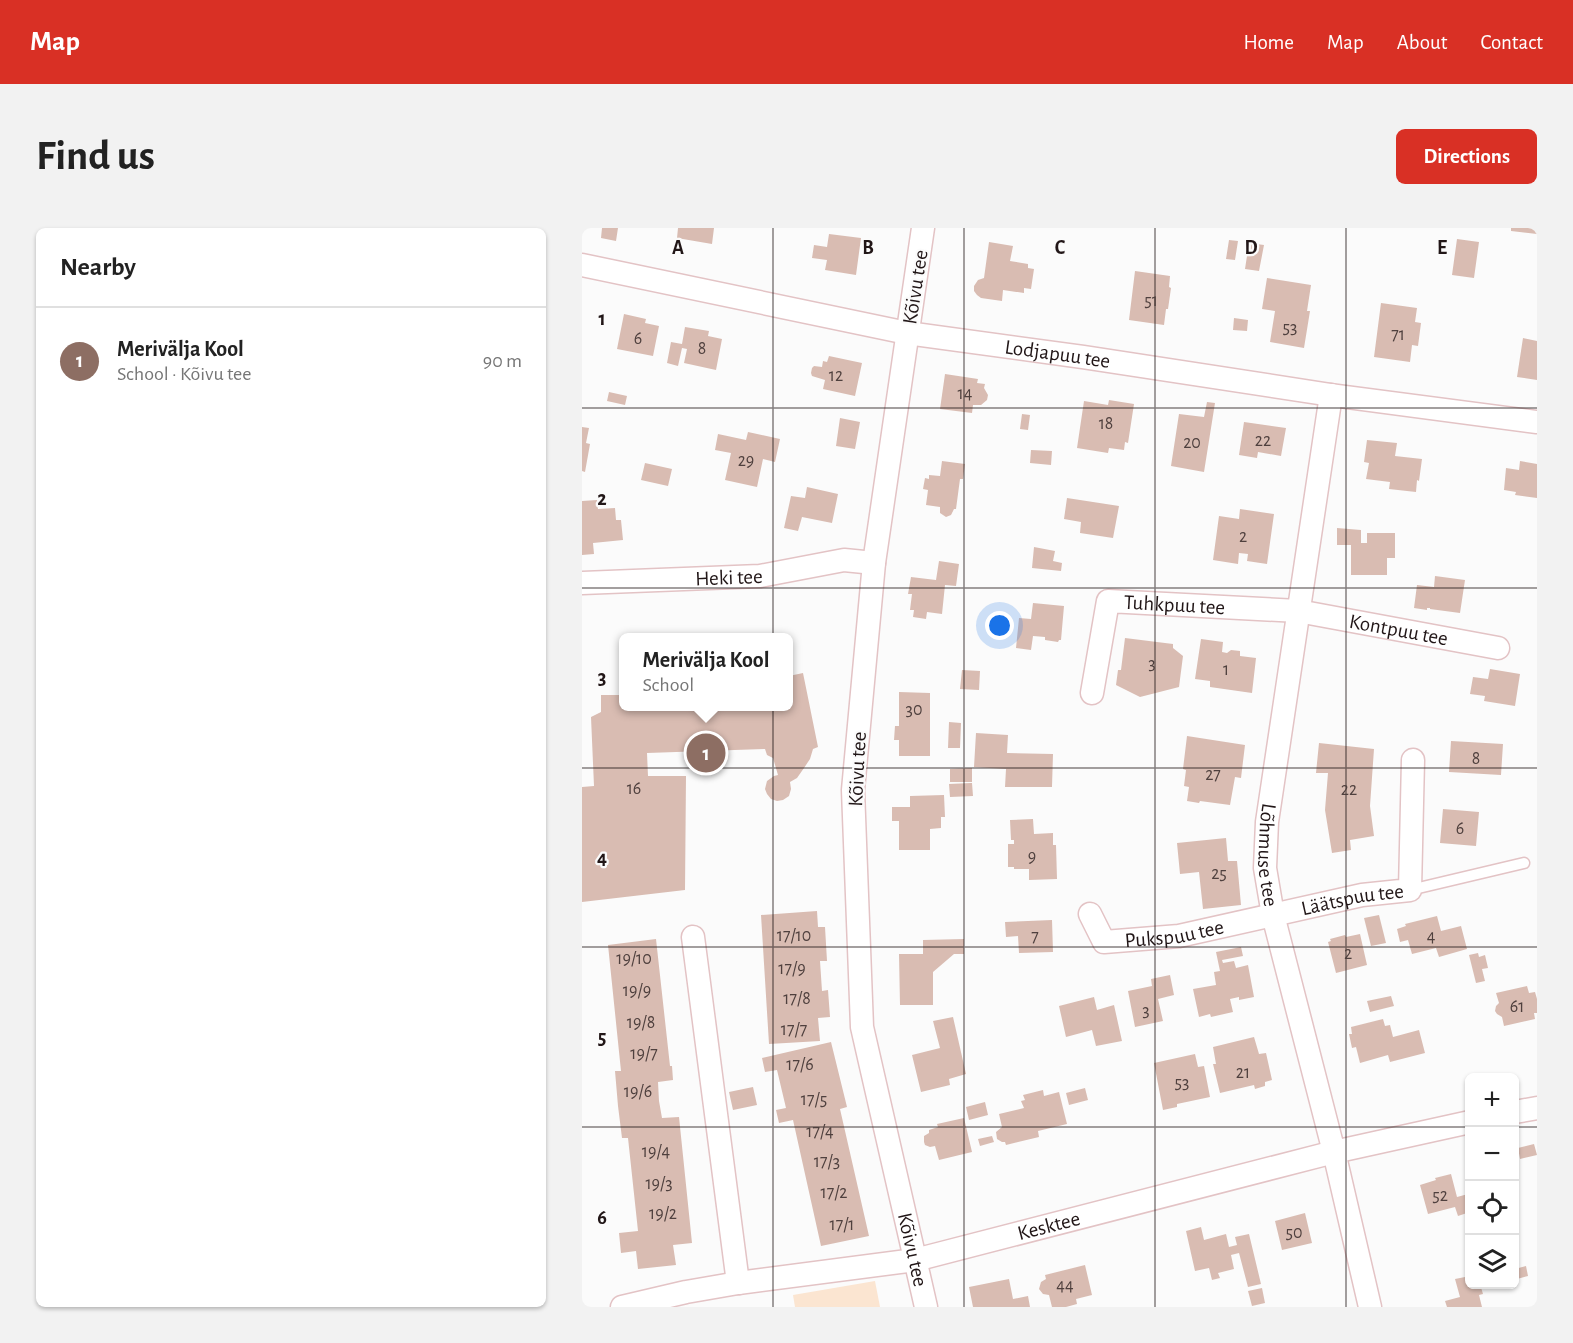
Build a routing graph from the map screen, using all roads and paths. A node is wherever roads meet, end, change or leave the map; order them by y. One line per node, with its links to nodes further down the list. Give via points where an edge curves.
1 (924, 228): 3 (street, Kõivu tee)
2 (582, 265): 3 (street, Lodjapuu tee)
3 (907, 333): 4 (street, Lodjapuu tee); 6 (street, Kõivu tee)
4 (1331, 395): 5 (street, Lodjapuu tee); 8 (street, Lõhmuse tee)
5 (1537, 422)
6 (874, 563): 7 (street, Heki tee, via 844,560 760,576); 21 (street, Kõivu tee, via 853,790 862,1027)
7 (582, 583)
8 (1299, 611): 9 (street, Kontpuu tee); 10 (street, Tuhkpuu tee, via 1108,601); 15 (street, Lõhmuse tee, via 1267,822 1265,868)
9 (1498, 648)
10 (1092, 693)
11 (1413, 760): 13 (street, Läätspuu tee)
12 (1524, 863): 13 (lane)
13 (1410, 890): 15 (street, Läätspuu tee, via 1362,895)
14 (1090, 914): 15 (street, Pukspuu tee, via 1104,942 1179,936)
15 (1273, 915): 20 (street, Lõhmuse tee)
16 (693, 938): 22 (street)
17 (1537, 1108): 18 (street)
18 (1519, 1111)
19 (1465, 1123): 20 (street, Kesktee)
20 (1334, 1152): 21 (street, Kesktee); 25 (street, Lõhmuse tee)
21 (915, 1260): 22 (street, Kesktee); 24 (street, Kõivu tee)
22 (738, 1283): 23 (street, Kesktee)
23 (622, 1307)
24 (926, 1307)
25 (1371, 1307)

____

_WORK TO BE COMPLETED_
If a record holds a picture, leave that picture out; retype everything else exactly.

_EXERCISE RESPONSE_
Build a routing graph from the map screen, using all roads and paths. A node is wherever roads meet, end, change or leave the map; order them by y. One line per node, with its links to nodes further down the list. Give via points where an edge curves.
1 (924, 228): 3 (street, Kõivu tee)
2 (582, 265): 3 (street, Lodjapuu tee)
3 (907, 333): 4 (street, Lodjapuu tee); 6 (street, Kõivu tee)
4 (1331, 395): 5 (street, Lodjapuu tee); 8 (street, Lõhmuse tee)
5 (1537, 422)
6 (874, 563): 7 (street, Heki tee, via 844,560 760,576); 21 (street, Kõivu tee, via 853,790 862,1027)
7 (582, 583)
8 (1299, 611): 9 (street, Kontpuu tee); 10 (street, Tuhkpuu tee, via 1108,601); 15 (street, Lõhmuse tee, via 1267,822 1265,868)
9 (1498, 648)
10 (1092, 693)
11 (1413, 760): 13 (street, Läätspuu tee)
12 (1524, 863): 13 (lane)
13 (1410, 890): 15 (street, Läätspuu tee, via 1362,895)
14 (1090, 914): 15 (street, Pukspuu tee, via 1104,942 1179,936)
15 (1273, 915): 20 (street, Lõhmuse tee)
16 (693, 938): 22 (street)
17 (1537, 1108): 18 (street)
18 (1519, 1111)
19 (1465, 1123): 20 (street, Kesktee)
20 (1334, 1152): 21 (street, Kesktee); 25 (street, Lõhmuse tee)
21 (915, 1260): 22 (street, Kesktee); 24 (street, Kõivu tee)
22 (738, 1283): 23 (street, Kesktee)
23 (622, 1307)
24 (926, 1307)
25 (1371, 1307)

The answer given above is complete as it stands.